Culture

Cut-out enthusiast fills niche face first

by Masaaki Kameda

Staff Writer

Are you the type to put your face in a goofy head-in-a-hole board for a photo at a tourist spot, or do you think such antics are child’s play and give them a miss?

Company employee Tomoyuki Shioya, 32, is obsessed to the point that he can’t pass them up, and is working to amass photos of his face in more than 2,100 such comic scenes.

He has even held photo exhibitions and appeared in magazines, newspapers and TV shows.

Shioya’s obsession began with little thought around a decade ago, when he started to have his photograph taken in funny cut-out holes “each time I came across one during travels.” The photos grew into “a serious pursuit” after a couple of intriguing encounters with people who had created or set up such panels, said Shioya, who now regularly posts his photos on Twitter and Facebook.

Shioya recalled one such panel featuring an astronaut. It was lying on the ground at what seemed like a park near the Kazo Miraikan space and science museum in Kazo, Saitama Prefecture, in 2008. As soon as he saw it, he wanted his photo taken with it. Luckily, a man selling vegetables nearby turned out to be the owner of the board, and Shioya begged him to stand it up again.

The man went along with the request and it’s still standing, said Shioya, who noted the experience made him think he could help restore and keep such comic images alive.

He also remembers spotting one such panel standing behind a firetruck inside a Tokyo fire station in 2009, and how this led to his interaction with firefighters, who were willing to bring the sign out front — an attitude that intrigued him.

“Such occasions gave me a chance to meet people, and I thoroughly enjoyed conversing with them,” Shioya said. “Then I came to feel the desire to have more such wonderful experiences, and as a result I grew more serious about” searching for humorous cut-out signs, he said.

For Shioya, another fun aspect is encountering comic head-in-the-hole scenes in places where they would be least expected, giving him the thrill of “finding hidden treasure.”
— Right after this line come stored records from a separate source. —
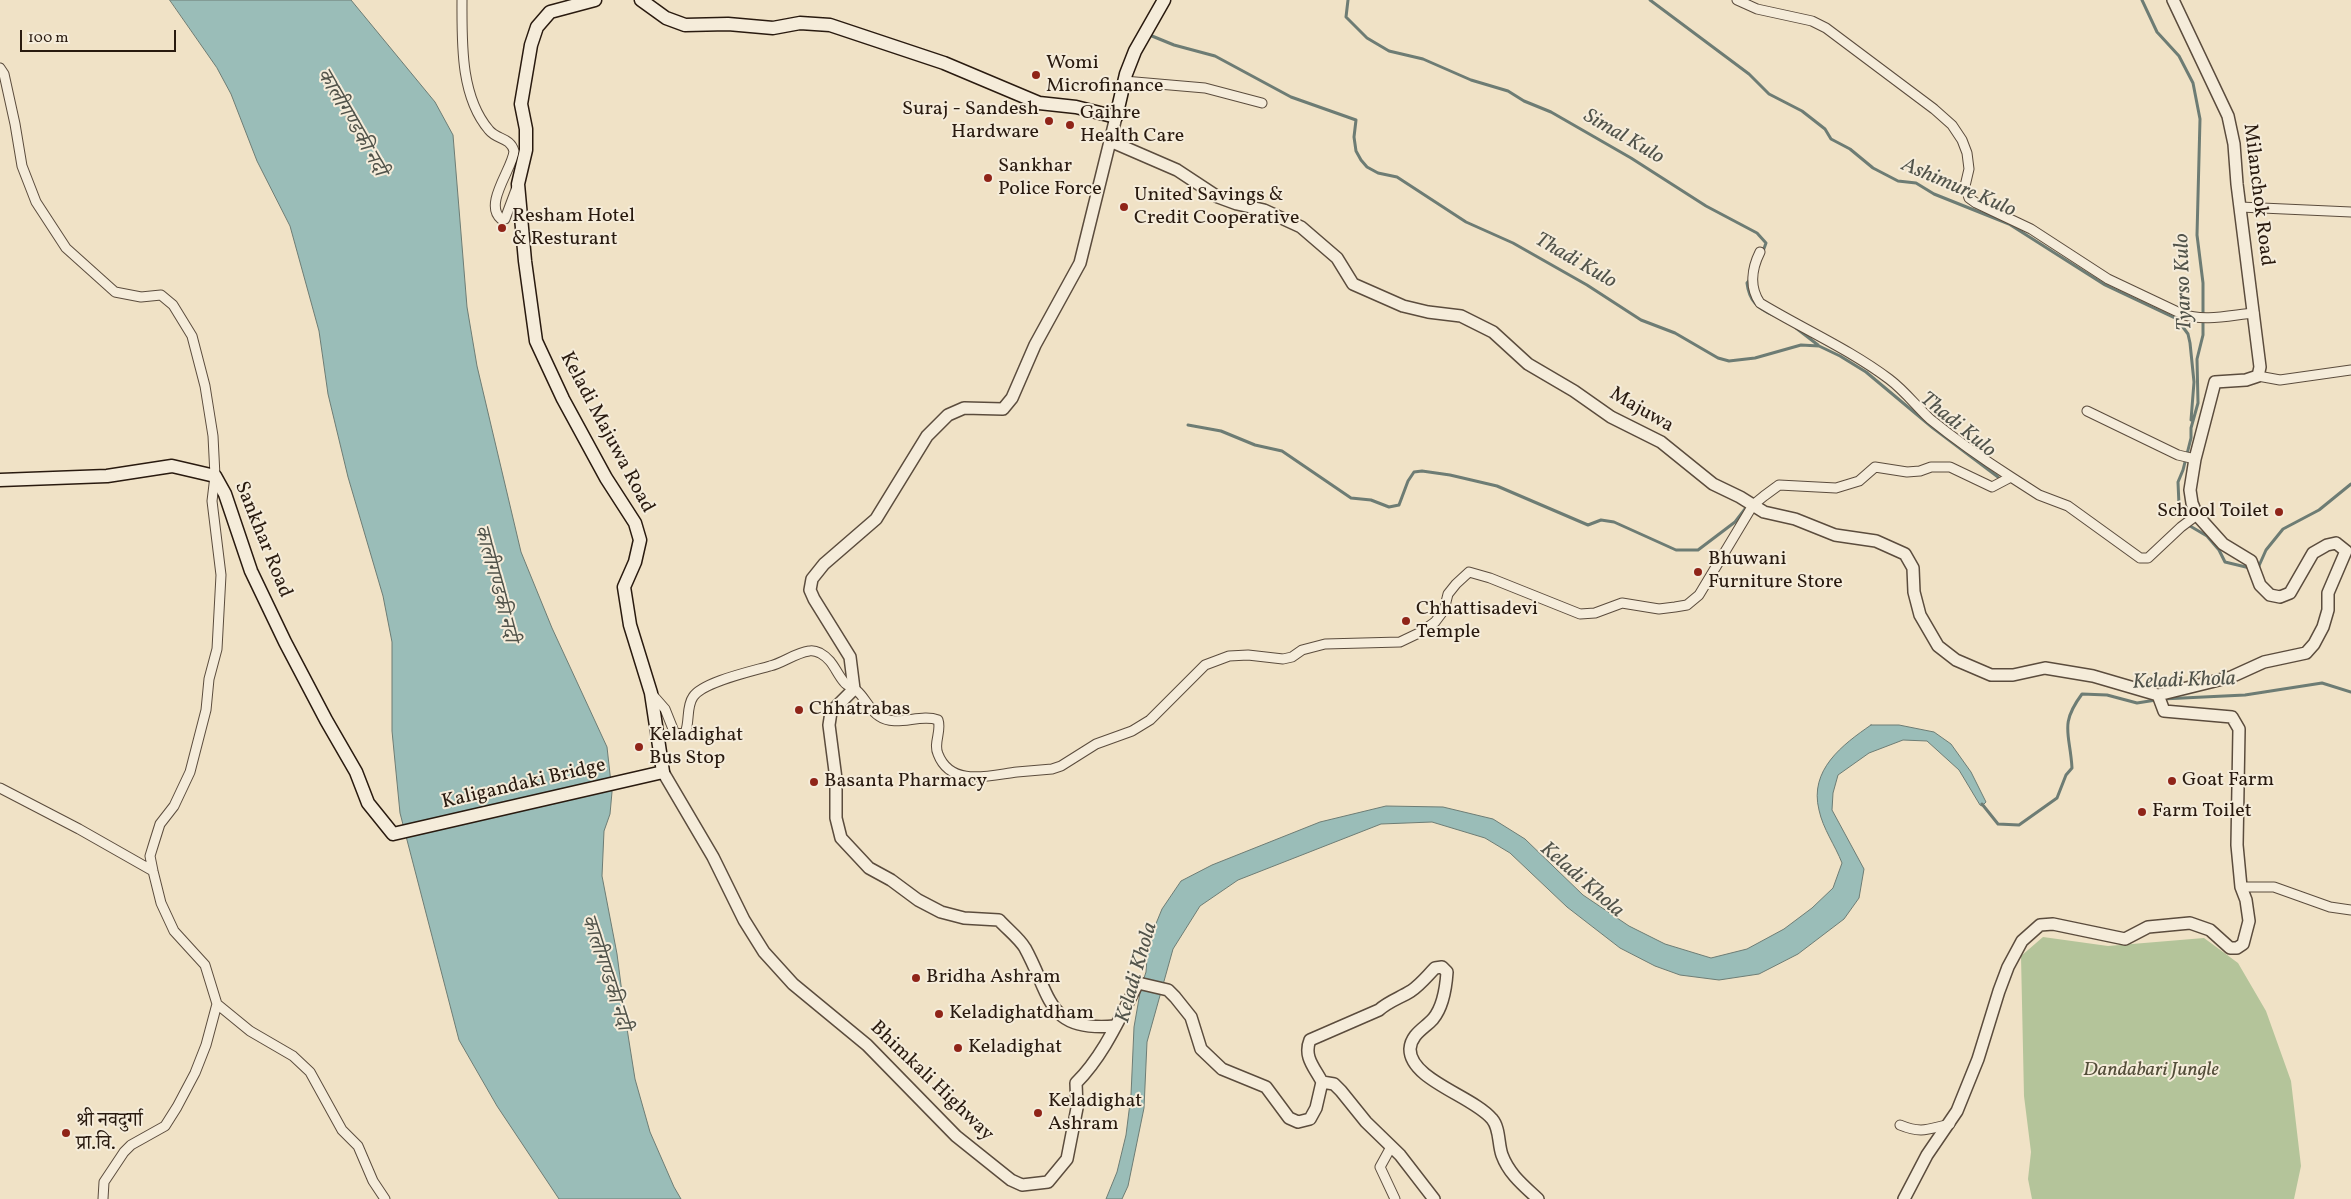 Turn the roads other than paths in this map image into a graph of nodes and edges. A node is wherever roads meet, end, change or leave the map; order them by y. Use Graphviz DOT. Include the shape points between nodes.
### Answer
graph roads {
  1 [pos="462,0"];
  2 [pos="595,0"];
  3 [pos="641,0"];
  4 [pos="1164,0"];
  5 [pos="1737,0"];
  6 [pos="2173,0"];
  7 [pos="0,68"];
  8 [pos="1124,81"];
  9 [pos="1262,103"];
  10 [pos="1116,116"];
  11 [pos="1110,141"];
  12 [pos="518,184"];
  13 [pos="2240,207"];
  14 [pos="2351,212"];
  15 [pos="1760,252"];
  16 [pos="2254,313"];
  17 [pos="2351,370"];
  18 [pos="2258,376"];
  19 [pos="2087,411"];
  20 [pos="2194,459"];
  21 [pos="215,476"];
  22 [pos="2009,478"];
  23 [pos="0,480"];
  24 [pos="1753,505"];
  25 [pos="2194,517"];
  26 [pos="854,689"];
  27 [pos="651,692"];
  28 [pos="2158,694"];
  29 [pos="663,772"];
  30 [pos="0,788"];
  31 [pos="393,834"];
  32 [pos="153,871"];
  33 [pos="2241,887"];
  34 [pos="2351,910"];
  35 [pos="217,1004"];
  36 [pos="1115,1026"];
  37 [pos="1322,1082"];
  38 [pos="1950,1124"];
  39 [pos="1900,1125"];
  40 [pos="1391,1147"];
  41 [pos="104,1199"];
  42 [pos="385,1199"];
  43 [pos="1396,1199"];
  44 [pos="1434,1199"];
  45 [pos="1538,1199"];
  46 [pos="1904,1199"];
  1 -- 12 [label="street" via="462,44 469,96 489,131 508,141 514,151 498,190 497,210 501,219 505,219"];
  2 -- 12 [label="main road, Keladi Majuwa Road" via="550,12 537,27 521,104 526,150"];
  3 -- 10 [label="main road" via="666,18 685,24 772,28 800,23 830,25 944,63 1039,103"];
  4 -- 8 [label="main road" via="1135,51"];
  5 -- 16 [label="street" via="1756,9 1812,21 1826,28 1934,109 1952,125 1962,140 1969,169 1966,186 1969,198 1976,203 2031,229 2108,279 2190,317"];
  6 -- 13 [label="street, Milanchok Road" via="2228,116"];
  7 -- 21 [label="street" via="4,74 22,166 36,202 66,248 115,292 141,297 161,295 173,305 192,336 205,386"];
  8 -- 9 [label="street" via="1205,88"];
  8 -- 10 [label="main road"];
  10 -- 11 [label="street"];
  11 -- 24 [label="street, Majuwa" via="1177,170 1218,197 1264,210 1301,227 1337,258 1354,284 1403,306 1461,316 1493,332 1528,364 1611,417 1662,442 1712,484"];
  11 -- 26 [label="street" via="1080,263 1035,345 1012,398 1003,409 964,408 948,415 927,436 876,519 824,564 812,579 810,590 814,599 850,657"];
  12 -- 27 [label="main road, Keladi Majuwa Road" via="536,341 567,408 635,523 640,540 624,587 630,625"];
  13 -- 14 [label="street"];
  13 -- 16 [label="street, Milanchok Road"];
  15 -- 22 [label="street" via="1752,268 1755,296 1760,303 1812,334 1844,348 1888,378 1904,390 1929,418"];
  16 -- 18 [label="street, Milanchok Road" via="2260,367"];
  17 -- 18 [label="street" via="2280,380"];
  18 -- 20 [label="street" via="2215,382"];
  19 -- 20 [label="street" via="2178,455"];
  20 -- 25 [label="street" via="2190,490"];
  21 -- 23 [label="main road, Sankhar Road" via="172,466 107,476"];
  21 -- 31 [label="main road, Sankhar Road" via="225,494 251,571 285,642 356,772 368,803"];
  21 -- 32 [label="street" via="212,500 221,576 218,649 190,772 174,806 160,824 150,856"];
  22 -- 24 [label="street" via="1992,487 1950,467 1907,472 1875,467 1858,481 1836,488 1779,485"];
  22 -- 25 [label="street" via="2068,506 2140,558 2148,558"];
  24 -- 26 [label="street" via="1699,595 1687,605 1659,609 1622,604 1595,613 1580,614 1469,572 1448,594 1444,610 1435,622 1400,642 1325,644 1283,659 1229,656 1205,665 1150,720 1132,731 1096,744 1052,769 979,778 957,773 948,768 937,752 938,720 929,716 898,720 879,717"];
  24 -- 28 [label="street, Majuwa" via="1764,512 1795,519 1836,535 1876,541 1905,554 1913,568 1914,592 1920,615 1938,646 1956,660 1991,675 2012,675 2045,668 2093,676"];
  25 -- 28 [label="street" via="2223,544 2250,561 2256,577 2270,595 2280,597 2290,593 2313,552 2336,543 2346,551 2328,593 2323,627 2306,653 2264,662 2231,677"];
  26 -- 27 [label="street" via="844,683 825,656 811,650 699,691 690,702 685,734 680,735 675,734 665,708"];
  26 -- 36 [label="street" via="831,712 829,725 836,780 836,818 841,838 869,868 941,912 964,918 999,920 1024,946 1045,995 1060,1017 1087,1027"];
  27 -- 29 [label="main road, Keladi Majuwa Road"];
  28 -- 33 [label="street" via="2162,710 2232,717 2239,729 2237,845"];
  29 -- 31 [label="main road, Kaligandaki Bridge"];
  29 -- 36 [label="street, Bhimkali Highway" via="764,952 794,984 867,1045 956,1136 1012,1180 1022,1184 1048,1182 1067,1159 1076,1108 1076,1083 1090,1069"];
  30 -- 32 [label="street"];
  32 -- 35 [label="street" via="161,902 174,931 206,965"];
  33 -- 34 [label="street" via="2274,887 2330,907"];
  33 -- 38 [label="street" via="2249,922 2242,944 2237,948 2230,948 2210,930 2190,923 2148,927 2125,939 2053,924 2040,925 2022,941 2008,968 1978,1059"];
  35 -- 41 [label="street" via="195,1073 165,1126 124,1152 104,1182"];
  35 -- 42 [label="street" via="250,1031 293,1056 310,1072 342,1130 358,1146"];
  36 -- 37 [label="street, Bhimkali Highway" via="1139,983 1168,990 1191,1017 1201,1049 1222,1069 1266,1087 1288,1118 1298,1122 1310,1119"];
  37 -- 40 [label="street" via="1334,1084"];
  37 -- 45 [label="street" via="1308,1056 1310,1040 1379,1010 1424,982 1435,968 1445,969 1446,982 1434,1018 1411,1044 1414,1062 1421,1072 1459,1094 1492,1119 1509,1169 1515,1179"];
  38 -- 39 [label="street" via="1919,1132"];
  38 -- 46 [label="street" via="1927,1155"];
  40 -- 43 [label="street" via="1380,1167"];
  40 -- 44 [label="street"];
}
“My collection will never be complete” because comic panels are erected or removed without notice, he said. “Some are set up for a limited period. Sometimes they are gone in a day or two.”
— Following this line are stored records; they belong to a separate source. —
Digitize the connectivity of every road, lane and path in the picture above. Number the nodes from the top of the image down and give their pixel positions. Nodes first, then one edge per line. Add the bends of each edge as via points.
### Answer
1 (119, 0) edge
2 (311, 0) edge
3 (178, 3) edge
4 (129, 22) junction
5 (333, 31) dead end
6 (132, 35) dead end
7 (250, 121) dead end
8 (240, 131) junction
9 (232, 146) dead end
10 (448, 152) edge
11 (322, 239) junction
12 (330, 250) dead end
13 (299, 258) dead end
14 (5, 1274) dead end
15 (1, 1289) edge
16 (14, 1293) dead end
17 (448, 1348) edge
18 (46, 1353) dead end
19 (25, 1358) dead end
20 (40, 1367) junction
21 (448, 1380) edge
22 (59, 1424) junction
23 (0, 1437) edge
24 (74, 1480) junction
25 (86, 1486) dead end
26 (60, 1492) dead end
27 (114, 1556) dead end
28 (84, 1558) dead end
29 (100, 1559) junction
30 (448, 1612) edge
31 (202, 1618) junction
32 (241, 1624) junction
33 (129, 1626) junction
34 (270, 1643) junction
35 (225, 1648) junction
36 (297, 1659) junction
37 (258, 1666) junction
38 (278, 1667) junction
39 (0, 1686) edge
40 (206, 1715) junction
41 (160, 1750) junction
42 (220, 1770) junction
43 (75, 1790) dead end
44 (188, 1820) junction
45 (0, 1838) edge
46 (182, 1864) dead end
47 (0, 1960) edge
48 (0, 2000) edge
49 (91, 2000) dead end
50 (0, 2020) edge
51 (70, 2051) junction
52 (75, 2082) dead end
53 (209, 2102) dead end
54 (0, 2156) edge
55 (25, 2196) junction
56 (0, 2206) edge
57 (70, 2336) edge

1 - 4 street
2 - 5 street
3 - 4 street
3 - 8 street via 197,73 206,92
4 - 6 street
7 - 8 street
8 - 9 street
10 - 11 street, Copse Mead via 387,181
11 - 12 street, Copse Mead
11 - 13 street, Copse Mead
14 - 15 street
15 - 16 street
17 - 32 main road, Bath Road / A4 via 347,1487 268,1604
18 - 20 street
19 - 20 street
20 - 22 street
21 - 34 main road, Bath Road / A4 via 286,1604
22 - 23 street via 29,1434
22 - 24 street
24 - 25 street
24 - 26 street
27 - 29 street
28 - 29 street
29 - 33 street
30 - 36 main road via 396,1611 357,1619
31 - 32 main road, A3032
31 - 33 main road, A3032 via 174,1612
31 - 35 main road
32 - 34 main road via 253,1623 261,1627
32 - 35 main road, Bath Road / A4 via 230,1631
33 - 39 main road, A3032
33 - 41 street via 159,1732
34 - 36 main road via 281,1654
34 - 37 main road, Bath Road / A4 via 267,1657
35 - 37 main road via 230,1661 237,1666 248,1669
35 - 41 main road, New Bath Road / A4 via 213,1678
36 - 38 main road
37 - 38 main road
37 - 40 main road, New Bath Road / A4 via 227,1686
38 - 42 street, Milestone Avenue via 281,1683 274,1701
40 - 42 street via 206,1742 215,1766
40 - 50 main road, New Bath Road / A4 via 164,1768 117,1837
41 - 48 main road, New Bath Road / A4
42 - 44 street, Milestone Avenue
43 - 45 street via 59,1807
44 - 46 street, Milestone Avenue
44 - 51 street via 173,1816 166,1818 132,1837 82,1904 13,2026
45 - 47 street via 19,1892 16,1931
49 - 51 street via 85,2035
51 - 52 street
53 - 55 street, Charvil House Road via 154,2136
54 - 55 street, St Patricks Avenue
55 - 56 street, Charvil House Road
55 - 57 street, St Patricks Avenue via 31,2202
Shioya’s passion has taken him to about 40 prefectures.

“I used to include sightseeing in my plans when I traveled in search of comic foregrounds, but these days my schedule doesn’t allow for that because the itinerary is full” just getting photographed in panels, he said.

Since 2009, Shioya has visited Hokkaido at least once a year because he serves as a judge for a local comic cut-out competition during the summer festival in the town of Higashikagura.
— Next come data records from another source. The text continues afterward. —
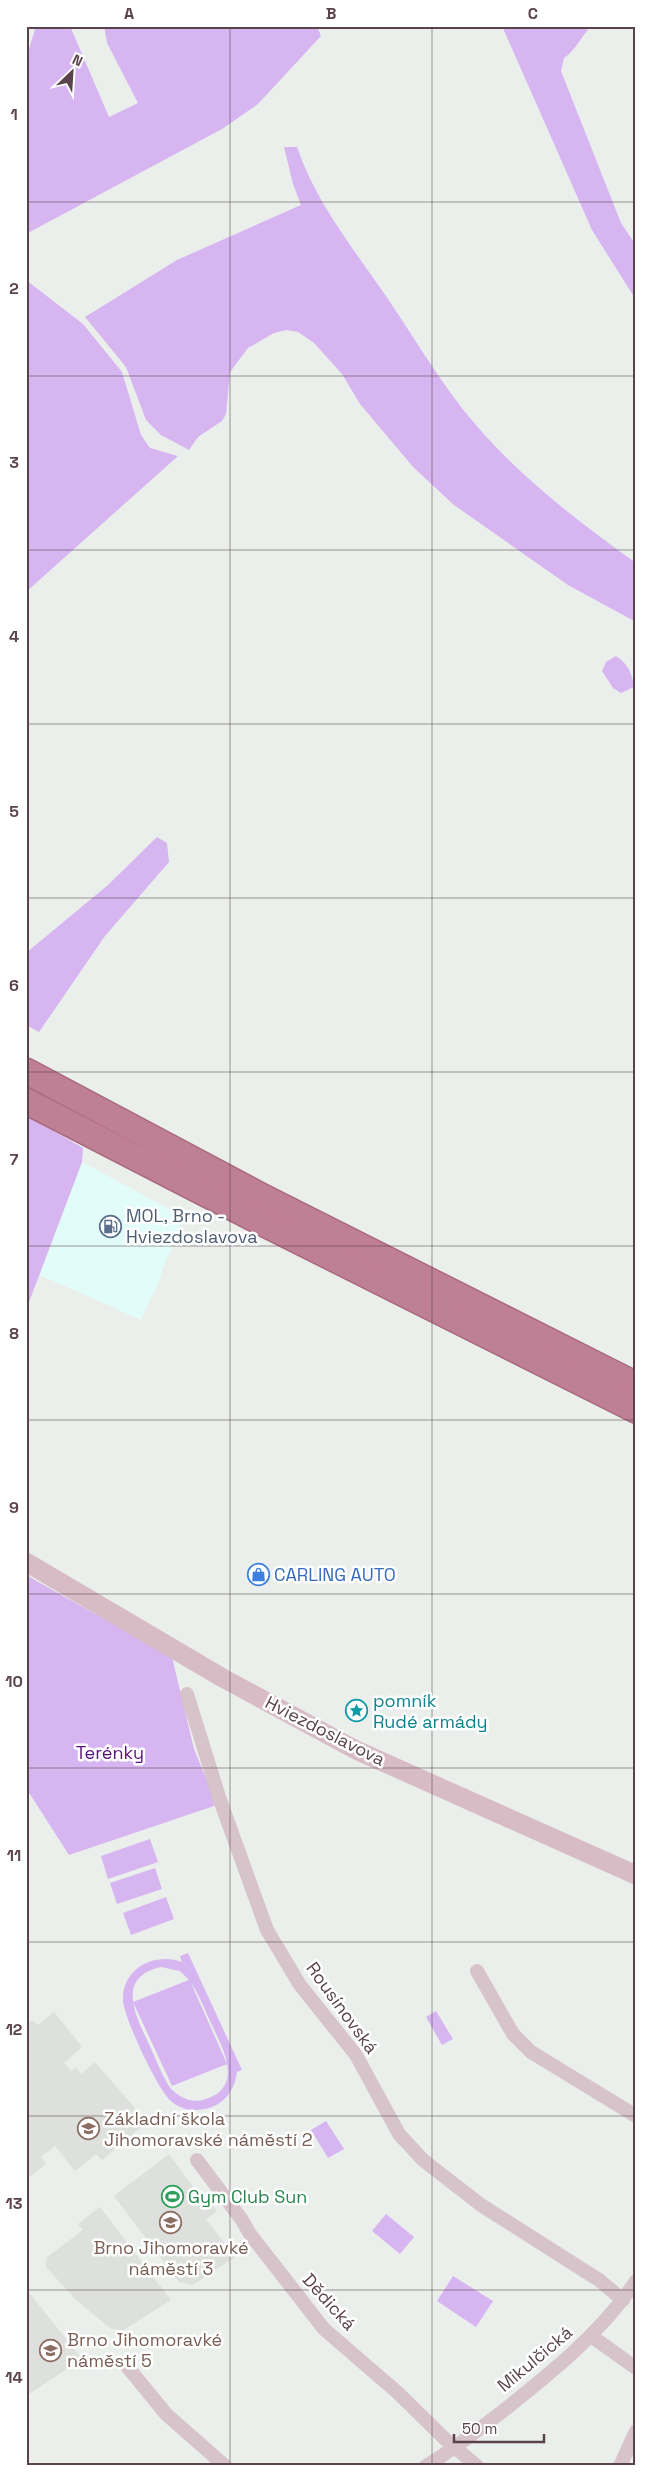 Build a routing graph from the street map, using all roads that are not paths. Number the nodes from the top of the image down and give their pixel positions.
1 (26, 1071) edge
2 (26, 1101) edge
3 (636, 1385) edge
4 (636, 1410) edge
5 (26, 1562) edge
6 (187, 1694) dead end
7 (636, 1875) edge
8 (477, 1971) dead end
9 (636, 2116) edge
10 (197, 2160) dead end
11 (636, 2281) edge
12 (622, 2300) junction
13 (591, 2336) junction
14 (126, 2365) dead end
15 (636, 2368) edge
16 (636, 2431) edge
17 (455, 2448) junction
18 (225, 2466) edge
19 (426, 2466) edge
20 (476, 2466) edge
21 (620, 2466) edge

1 - 3 highway
2 - 4 highway
5 - 7 main road, Hviezdoslavova
6 - 12 street, Rousínovská
8 - 9 street
10 - 17 street, Dědická
11 - 12 street, Mikulčická
12 - 13 street, Mikulčická
13 - 15 street, Mikulčická
13 - 17 street, Mikulčická
14 - 18 street
16 - 21 street
17 - 19 street, Mikulčická
17 - 20 street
The post was offered to him in an amusing development. When he heard about the competition created by townspeople, he contacted the organizer to learn more about the event, which he said is possibly the only one of its kind in Japan.

“First, they advised against my plan to attend the event, saying it wasn’t worth a long journey from Tokyo,” Shioya said. “In the end, though, they said, ‘You might as well be a judge if you are coming all this way.’ ”

Besides traveling around the country on long holidays, Shioya checks out head-in-the-hole panels in and around Tokyo on weekends. To prepare for the unexpected, he always carries a digital single-lens reflex camera and a tripod.

“I can never tell where I may find one,” he said, adding he often visits commercial complexes and stores in central Tokyo after work to look for new panels.

Some may regard his pursuit as odd or downright silly, but Shioya is serious. When he has no one else to press the shutter release for him, he sets his camera on the tripod and uses the timer. But even when someone else is on hand, he sets up everything, including the tripod and camera, and only allows the helper to press the shutter.

“People think it’s just a comic foreground and hit the shutter in a carefree manner,” he said. “But I want my photos taken with care.”

Shioya also makes it a rule not to stand out in his photos, trying to keep a straight face, because he believes the nonfacial part of the funny scene should be the key focus, not him.

What keeps him going, he said, is the seemingly endless variety of panels.

“There are numerous comic foregrounds in Japan. You can find all kinds of settings and designs,” he said. “I never get tired of them.”

Their subject matter ranges from humans and animals to objects such as telephones. The location of the hole also varies, and is not always the logical spot for someone standing, he said. The boards sometimes have holes to stick hands out or expose a navel.

Shioya said comic foregrounds have changed over time as more people take photos with mobile phones and digital cameras.

Recent panels are often intended as advertisements for restaurants and bars, encouraging the public to take a photo and upload them on the Web, Shioya said. By contrast, in the past many signs didn’t have any text information, such as the name or location of a business.

Shioya believes people used to have photos taken of their faces in comic cut-out scenes to have a photographic record of their travels.

“Restaurants these days tout on their comic foregrounds that they offer free drinks or free yakitori, so people can post such information in their SNS posts,” he said.

Shioya is preparing to publish a photo book this summer featuring him with 200 to 300 comic foregrounds.

“I want people to know about the fascinating variety of comic foregrounds,” he said.